#### THE PROBLEM
The answer should be each line from the entries below that has the word "picture" in it.

#### Saved data entries
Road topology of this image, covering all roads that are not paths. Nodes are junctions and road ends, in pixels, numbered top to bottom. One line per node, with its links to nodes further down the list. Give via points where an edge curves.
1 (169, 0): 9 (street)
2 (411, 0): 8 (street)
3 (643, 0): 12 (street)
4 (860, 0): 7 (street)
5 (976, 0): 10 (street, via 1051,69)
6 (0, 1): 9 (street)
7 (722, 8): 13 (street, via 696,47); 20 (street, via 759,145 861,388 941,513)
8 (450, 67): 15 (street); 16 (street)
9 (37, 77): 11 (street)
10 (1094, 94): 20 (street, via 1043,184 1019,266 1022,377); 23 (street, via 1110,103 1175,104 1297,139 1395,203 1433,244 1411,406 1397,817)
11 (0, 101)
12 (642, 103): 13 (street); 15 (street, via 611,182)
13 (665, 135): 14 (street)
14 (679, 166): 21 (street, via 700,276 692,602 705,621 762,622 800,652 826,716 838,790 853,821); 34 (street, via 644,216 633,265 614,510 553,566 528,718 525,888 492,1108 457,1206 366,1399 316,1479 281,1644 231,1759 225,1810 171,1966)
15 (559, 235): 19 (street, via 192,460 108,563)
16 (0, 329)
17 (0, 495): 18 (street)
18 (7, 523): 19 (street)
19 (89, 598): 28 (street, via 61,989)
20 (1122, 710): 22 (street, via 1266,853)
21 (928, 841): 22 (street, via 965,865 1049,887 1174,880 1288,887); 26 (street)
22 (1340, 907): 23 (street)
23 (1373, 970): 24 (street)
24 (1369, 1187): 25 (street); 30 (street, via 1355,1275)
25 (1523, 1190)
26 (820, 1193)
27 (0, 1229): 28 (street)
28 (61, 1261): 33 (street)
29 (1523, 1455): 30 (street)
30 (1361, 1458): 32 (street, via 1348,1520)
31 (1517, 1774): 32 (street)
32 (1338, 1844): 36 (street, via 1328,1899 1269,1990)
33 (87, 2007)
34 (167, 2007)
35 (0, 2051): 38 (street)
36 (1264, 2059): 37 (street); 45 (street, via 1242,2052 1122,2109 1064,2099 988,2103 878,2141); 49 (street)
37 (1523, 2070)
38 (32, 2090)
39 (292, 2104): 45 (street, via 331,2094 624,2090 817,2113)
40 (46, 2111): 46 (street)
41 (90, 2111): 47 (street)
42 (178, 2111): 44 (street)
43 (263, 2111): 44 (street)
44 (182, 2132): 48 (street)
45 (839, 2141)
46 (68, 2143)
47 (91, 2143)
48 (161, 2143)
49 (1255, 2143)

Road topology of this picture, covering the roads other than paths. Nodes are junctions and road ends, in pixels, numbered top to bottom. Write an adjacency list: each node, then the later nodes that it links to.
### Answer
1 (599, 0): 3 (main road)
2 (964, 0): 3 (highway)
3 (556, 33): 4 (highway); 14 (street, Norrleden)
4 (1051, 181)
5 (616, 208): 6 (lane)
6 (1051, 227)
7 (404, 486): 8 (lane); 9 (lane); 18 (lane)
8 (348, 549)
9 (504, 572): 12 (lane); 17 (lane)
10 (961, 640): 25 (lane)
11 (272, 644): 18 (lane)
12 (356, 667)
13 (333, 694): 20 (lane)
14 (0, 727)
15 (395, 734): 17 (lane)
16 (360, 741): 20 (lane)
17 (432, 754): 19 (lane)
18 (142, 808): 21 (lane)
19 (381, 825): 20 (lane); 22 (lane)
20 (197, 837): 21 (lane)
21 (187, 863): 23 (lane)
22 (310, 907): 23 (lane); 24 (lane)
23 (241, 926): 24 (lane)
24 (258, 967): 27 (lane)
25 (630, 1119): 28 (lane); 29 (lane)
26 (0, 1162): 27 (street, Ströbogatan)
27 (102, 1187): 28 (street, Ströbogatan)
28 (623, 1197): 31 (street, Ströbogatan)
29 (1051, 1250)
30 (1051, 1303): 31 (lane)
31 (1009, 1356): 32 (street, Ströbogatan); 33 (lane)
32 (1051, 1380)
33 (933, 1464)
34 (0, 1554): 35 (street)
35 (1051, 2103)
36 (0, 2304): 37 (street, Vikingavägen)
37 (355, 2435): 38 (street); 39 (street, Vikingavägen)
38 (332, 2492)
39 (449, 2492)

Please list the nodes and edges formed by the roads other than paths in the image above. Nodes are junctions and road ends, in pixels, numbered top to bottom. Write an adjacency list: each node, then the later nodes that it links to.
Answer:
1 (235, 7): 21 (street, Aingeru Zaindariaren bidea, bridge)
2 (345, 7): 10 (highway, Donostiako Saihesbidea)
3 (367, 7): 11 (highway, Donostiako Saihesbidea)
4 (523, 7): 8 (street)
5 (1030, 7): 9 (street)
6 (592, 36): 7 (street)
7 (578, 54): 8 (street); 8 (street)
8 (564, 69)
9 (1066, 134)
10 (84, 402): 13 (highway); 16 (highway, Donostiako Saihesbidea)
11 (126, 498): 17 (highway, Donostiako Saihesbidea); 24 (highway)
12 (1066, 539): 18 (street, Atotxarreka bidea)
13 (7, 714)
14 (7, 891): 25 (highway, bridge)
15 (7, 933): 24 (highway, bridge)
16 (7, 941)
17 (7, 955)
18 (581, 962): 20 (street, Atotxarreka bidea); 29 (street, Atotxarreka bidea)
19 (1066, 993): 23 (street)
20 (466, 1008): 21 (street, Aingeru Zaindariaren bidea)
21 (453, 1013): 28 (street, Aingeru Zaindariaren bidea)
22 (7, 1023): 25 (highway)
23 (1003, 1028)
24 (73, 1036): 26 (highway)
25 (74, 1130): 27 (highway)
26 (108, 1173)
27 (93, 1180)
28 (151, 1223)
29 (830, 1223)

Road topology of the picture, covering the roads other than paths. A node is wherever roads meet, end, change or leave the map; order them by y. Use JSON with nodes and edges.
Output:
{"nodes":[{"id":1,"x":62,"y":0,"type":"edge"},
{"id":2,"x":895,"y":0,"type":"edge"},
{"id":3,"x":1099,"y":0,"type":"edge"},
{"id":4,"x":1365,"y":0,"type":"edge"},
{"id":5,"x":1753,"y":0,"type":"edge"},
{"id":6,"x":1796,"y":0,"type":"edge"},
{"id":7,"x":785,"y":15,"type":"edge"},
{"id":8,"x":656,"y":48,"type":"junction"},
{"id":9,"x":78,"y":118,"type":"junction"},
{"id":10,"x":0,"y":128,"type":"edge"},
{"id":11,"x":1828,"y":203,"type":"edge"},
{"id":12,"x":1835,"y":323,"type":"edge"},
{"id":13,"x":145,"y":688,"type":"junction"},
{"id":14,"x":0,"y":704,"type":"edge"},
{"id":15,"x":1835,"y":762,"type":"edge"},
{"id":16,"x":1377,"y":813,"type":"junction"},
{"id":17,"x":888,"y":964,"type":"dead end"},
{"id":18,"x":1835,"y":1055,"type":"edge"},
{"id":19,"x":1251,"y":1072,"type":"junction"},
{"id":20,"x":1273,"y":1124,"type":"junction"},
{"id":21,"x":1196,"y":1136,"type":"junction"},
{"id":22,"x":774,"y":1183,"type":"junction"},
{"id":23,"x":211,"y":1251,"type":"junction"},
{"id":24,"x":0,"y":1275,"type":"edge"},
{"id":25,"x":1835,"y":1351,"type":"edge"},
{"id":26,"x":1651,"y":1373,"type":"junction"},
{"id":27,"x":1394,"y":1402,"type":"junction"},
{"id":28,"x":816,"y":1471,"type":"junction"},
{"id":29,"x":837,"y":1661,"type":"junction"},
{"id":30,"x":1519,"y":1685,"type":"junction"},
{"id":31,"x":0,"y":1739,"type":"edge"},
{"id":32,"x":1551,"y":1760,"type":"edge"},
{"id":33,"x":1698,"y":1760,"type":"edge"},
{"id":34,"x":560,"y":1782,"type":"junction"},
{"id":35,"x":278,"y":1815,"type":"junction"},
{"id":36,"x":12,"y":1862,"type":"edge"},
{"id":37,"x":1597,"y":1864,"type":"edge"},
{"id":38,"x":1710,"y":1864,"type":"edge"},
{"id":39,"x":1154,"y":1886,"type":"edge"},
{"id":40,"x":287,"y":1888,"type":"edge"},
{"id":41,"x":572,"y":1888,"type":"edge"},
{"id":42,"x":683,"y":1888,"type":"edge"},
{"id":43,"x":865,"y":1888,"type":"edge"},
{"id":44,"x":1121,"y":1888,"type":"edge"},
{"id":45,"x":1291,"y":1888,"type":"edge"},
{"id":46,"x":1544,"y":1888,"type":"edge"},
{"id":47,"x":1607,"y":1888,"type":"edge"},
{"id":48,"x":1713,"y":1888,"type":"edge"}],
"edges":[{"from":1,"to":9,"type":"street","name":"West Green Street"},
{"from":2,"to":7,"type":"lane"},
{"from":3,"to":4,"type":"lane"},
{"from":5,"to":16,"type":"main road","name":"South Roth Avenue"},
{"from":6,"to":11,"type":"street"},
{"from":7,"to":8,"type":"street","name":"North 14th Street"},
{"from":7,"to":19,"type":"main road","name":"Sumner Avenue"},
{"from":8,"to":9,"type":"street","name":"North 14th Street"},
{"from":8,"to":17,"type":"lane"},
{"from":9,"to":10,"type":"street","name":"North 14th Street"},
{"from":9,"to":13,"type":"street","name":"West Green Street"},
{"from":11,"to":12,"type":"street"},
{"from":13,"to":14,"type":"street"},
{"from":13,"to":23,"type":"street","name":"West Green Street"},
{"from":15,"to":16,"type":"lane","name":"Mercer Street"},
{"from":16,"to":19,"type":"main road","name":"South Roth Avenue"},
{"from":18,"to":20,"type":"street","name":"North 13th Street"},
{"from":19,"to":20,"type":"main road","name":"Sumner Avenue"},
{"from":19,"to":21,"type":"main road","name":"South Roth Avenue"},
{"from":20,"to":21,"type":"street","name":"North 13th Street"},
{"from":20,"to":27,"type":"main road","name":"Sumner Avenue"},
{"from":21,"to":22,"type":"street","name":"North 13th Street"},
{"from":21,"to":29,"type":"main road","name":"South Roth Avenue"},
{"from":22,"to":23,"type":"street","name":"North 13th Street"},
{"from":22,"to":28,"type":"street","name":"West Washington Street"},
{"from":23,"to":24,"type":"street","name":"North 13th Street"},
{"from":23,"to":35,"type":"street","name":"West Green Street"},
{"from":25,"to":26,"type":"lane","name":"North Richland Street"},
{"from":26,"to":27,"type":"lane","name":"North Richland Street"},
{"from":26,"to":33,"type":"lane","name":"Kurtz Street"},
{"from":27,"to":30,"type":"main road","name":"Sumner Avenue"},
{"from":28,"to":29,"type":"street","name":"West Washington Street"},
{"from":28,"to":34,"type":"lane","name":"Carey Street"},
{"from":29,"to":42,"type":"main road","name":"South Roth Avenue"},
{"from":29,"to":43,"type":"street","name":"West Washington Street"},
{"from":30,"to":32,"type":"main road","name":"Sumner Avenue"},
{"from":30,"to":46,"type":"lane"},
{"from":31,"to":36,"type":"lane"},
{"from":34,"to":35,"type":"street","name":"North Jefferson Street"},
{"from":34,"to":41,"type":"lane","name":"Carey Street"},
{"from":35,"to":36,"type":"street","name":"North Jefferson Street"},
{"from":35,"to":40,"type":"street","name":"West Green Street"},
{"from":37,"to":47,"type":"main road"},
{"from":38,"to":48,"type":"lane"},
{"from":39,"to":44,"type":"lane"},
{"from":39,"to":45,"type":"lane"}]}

#### RESULT FOR THIS EXERCISE
Road topology of this picture, covering the roads other than paths. Nodes are junctions and road ends, in pixels, numbered top to bottom. Write an adjacency list: each node, then the later nodes that it links to.
Road topology of the picture, covering the roads other than paths. A node is wherever roads meet, end, change or leave the map; order them by y. Use JSON with nodes and edges.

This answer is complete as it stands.